All pictures are to be dropped, and the remaining data set down exactly.

BEGIN SUPPLIED RECORDS

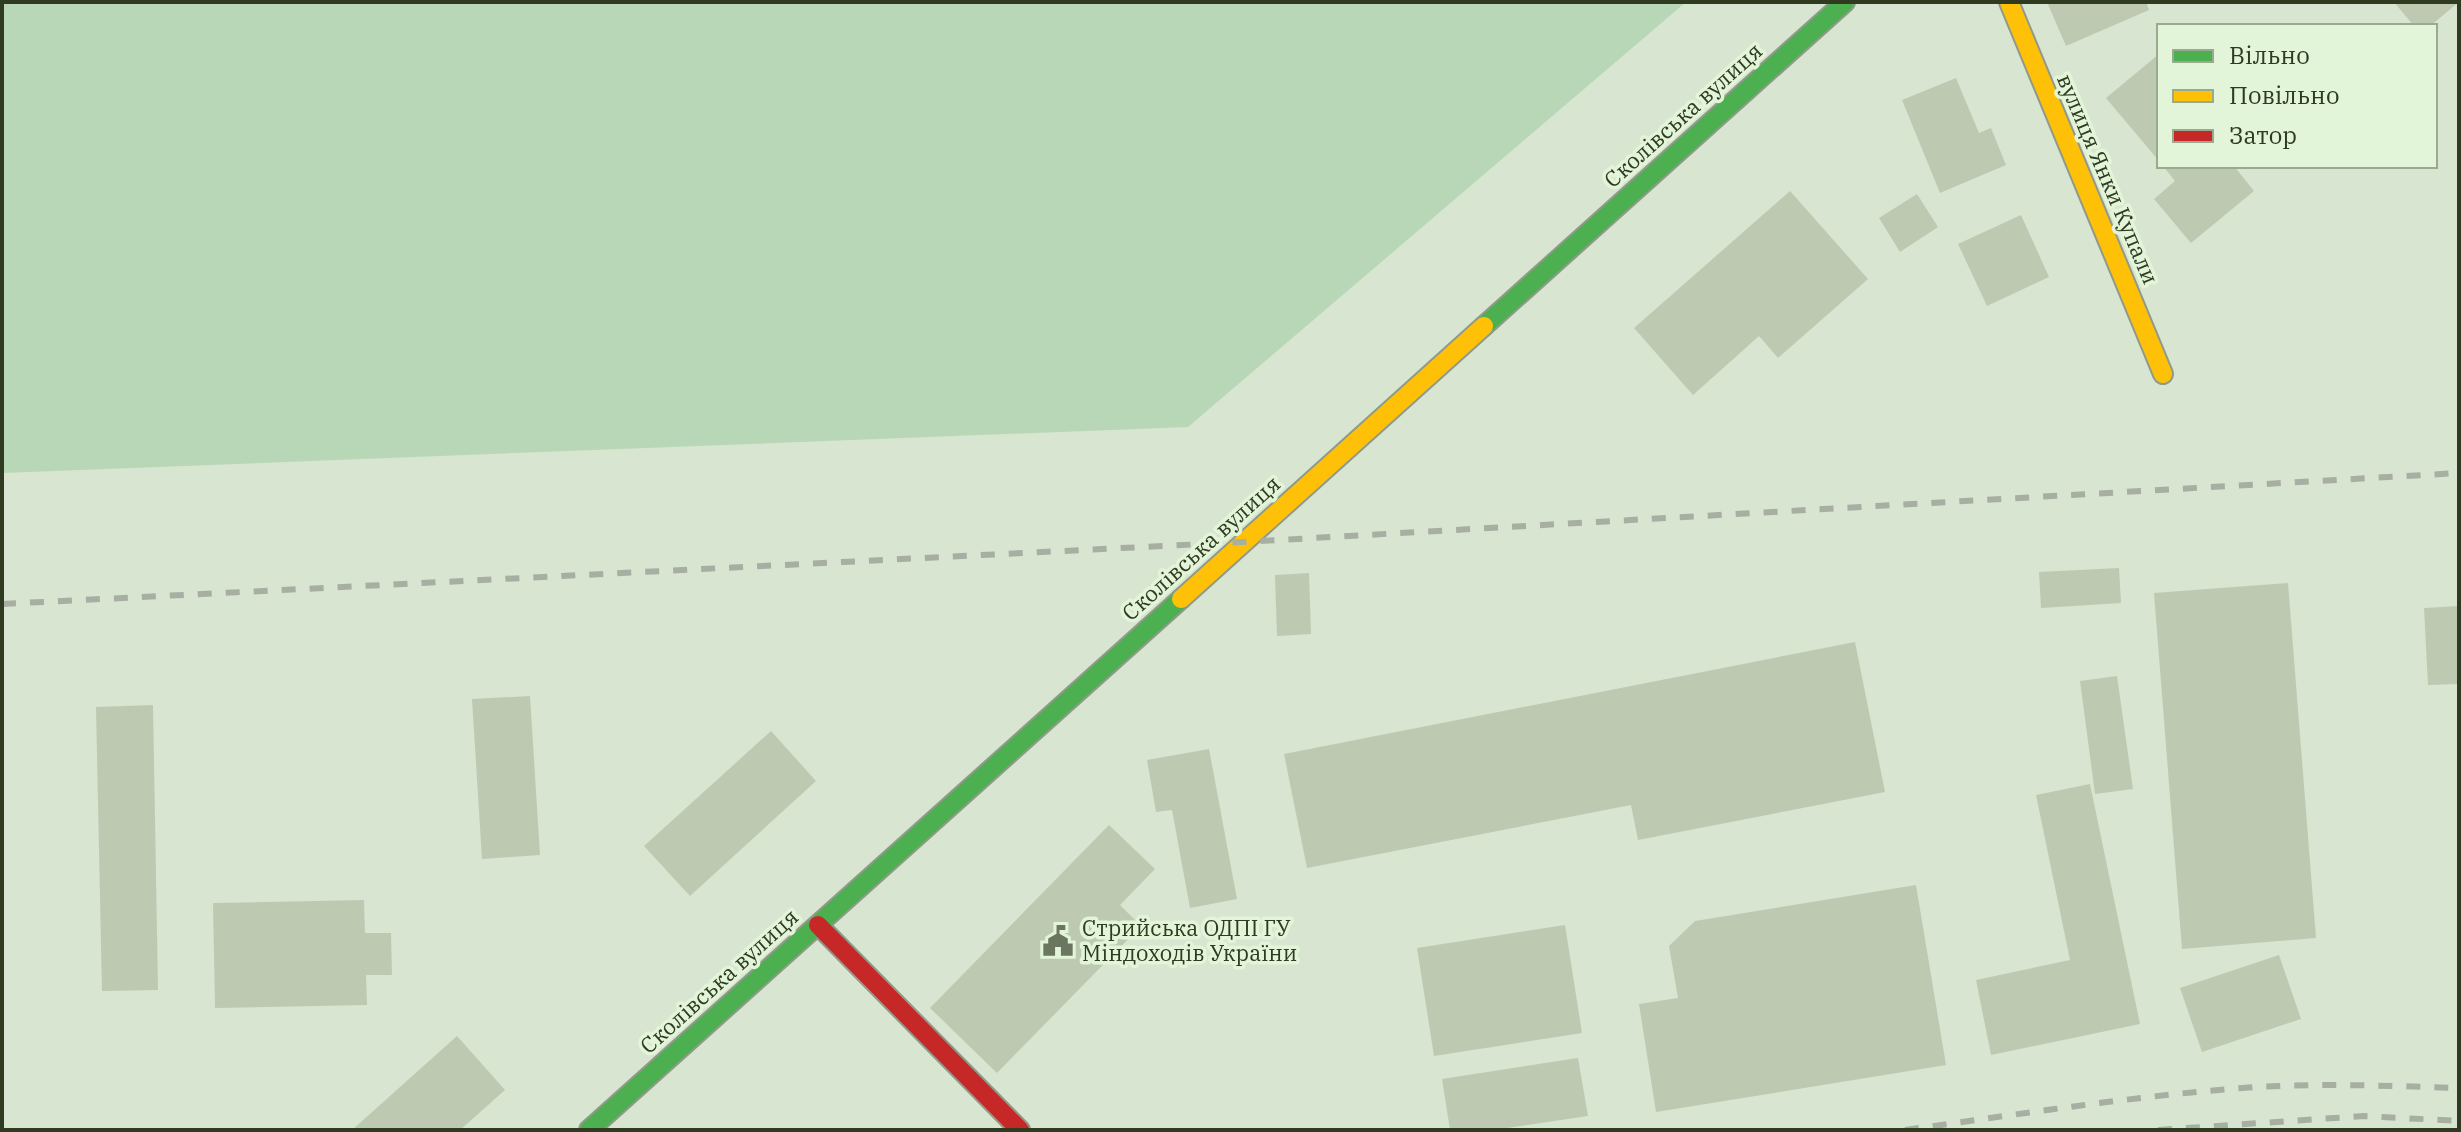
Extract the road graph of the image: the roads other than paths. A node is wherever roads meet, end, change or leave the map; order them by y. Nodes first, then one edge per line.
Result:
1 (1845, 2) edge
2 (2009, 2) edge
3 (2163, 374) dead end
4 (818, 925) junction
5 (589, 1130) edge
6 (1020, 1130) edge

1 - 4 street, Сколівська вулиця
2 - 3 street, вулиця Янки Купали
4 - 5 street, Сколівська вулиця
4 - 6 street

END SUPPLIED RECORDS

OUTPUT BELOW:
Extract the road graph of the image: the roads other than paths. A node is wherever roads meet, end, change or leave the map; order them by y. Nodes first, then one edge per line.
Result:
1 (1845, 2) edge
2 (2009, 2) edge
3 (2163, 374) dead end
4 (818, 925) junction
5 (589, 1130) edge
6 (1020, 1130) edge

1 - 4 street, Сколівська вулиця
2 - 3 street, вулиця Янки Купали
4 - 5 street, Сколівська вулиця
4 - 6 street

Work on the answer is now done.